Para secretário, estado do Rio tem a "cultura de matar"
PEDRO DANTAS
Da Agência Estado Rio
O secretário de Segurança Pública do Rio, José Mariano Beltrame, disse ontem que o estado do Rio tem a "cultura de matar". A declaração aconteceu na audiência pública da Comissão de Direitos Humanos na Assembleia Legislativa do Rio "Neste estado se criou há muito tempo a cultura de matar. `Meteu-se nos meus negócios, mato. Interrompeu a minha trajetória criminosa, mato. Se identifico um policial ou bombeiro (em um assalto), mato'. Perdi um dos meus seguranças com 82 tiros", declarou o secretário, referindo-se ao sargento Natan Evaristo da Silva, morto após reagir a um assalto na Linha Amarela, uma das principais vias expressas da cidade, em fevereiro do ano passado.
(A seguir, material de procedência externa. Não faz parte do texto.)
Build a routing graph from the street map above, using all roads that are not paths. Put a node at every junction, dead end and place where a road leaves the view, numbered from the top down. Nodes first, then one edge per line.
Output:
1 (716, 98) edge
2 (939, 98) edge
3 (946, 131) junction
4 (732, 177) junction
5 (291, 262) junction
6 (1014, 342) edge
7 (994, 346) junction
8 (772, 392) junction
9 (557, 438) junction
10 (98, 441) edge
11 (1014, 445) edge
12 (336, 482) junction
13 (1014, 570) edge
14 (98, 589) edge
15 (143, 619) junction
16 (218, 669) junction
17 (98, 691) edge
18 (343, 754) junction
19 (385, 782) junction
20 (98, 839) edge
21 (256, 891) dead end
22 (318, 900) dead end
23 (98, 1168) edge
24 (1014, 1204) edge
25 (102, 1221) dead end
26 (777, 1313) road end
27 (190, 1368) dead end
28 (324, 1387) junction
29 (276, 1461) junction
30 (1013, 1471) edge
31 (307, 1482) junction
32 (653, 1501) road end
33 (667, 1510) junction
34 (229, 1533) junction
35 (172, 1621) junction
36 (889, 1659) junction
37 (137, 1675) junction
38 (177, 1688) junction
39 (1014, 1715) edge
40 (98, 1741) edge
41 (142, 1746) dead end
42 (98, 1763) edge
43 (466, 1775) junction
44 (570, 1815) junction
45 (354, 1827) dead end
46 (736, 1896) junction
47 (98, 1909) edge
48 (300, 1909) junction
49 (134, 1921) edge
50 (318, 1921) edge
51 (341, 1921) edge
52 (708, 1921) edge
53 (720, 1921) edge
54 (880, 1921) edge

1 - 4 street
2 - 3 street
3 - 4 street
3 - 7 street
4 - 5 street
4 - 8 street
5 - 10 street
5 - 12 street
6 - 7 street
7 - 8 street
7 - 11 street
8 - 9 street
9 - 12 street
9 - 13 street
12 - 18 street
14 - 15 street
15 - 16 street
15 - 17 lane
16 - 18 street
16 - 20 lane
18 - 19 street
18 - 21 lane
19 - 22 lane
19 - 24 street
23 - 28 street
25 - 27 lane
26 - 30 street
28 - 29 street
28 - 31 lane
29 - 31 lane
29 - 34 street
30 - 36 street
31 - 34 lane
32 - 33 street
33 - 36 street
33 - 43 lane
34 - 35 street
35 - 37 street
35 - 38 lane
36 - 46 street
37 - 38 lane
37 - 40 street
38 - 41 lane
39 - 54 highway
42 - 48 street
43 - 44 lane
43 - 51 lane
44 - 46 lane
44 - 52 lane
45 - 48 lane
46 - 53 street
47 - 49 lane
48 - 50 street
Beltrame afirmou que está na hora da sociedade se perguntar que tipo de cidadão está produzindo. "É um processo histórico. Em alguns lugares as pessoas convivem com armas, desconhecem o Estado ou a Constituição. Temos de atuar conscientes de que é assim", disse o secretário após a audiência Ele negou mais de uma vez aos deputados que a ocupação de favelas com as Unidades de Polícia Pacificadora substituirá a chamada "política de enfrentamento" adotada desde o início do governo Sérgio Cabral Filho, marcado por megaoperações policiais em favelas. "Uma ação não tem nada a ver com outra. O que mudou é que a polícia não entra mais em áreas conflagradas de forma açodada. Usamos o serviço de inteligência para atuar no momento menos traumático para a comunidade", afirmou Beltrame.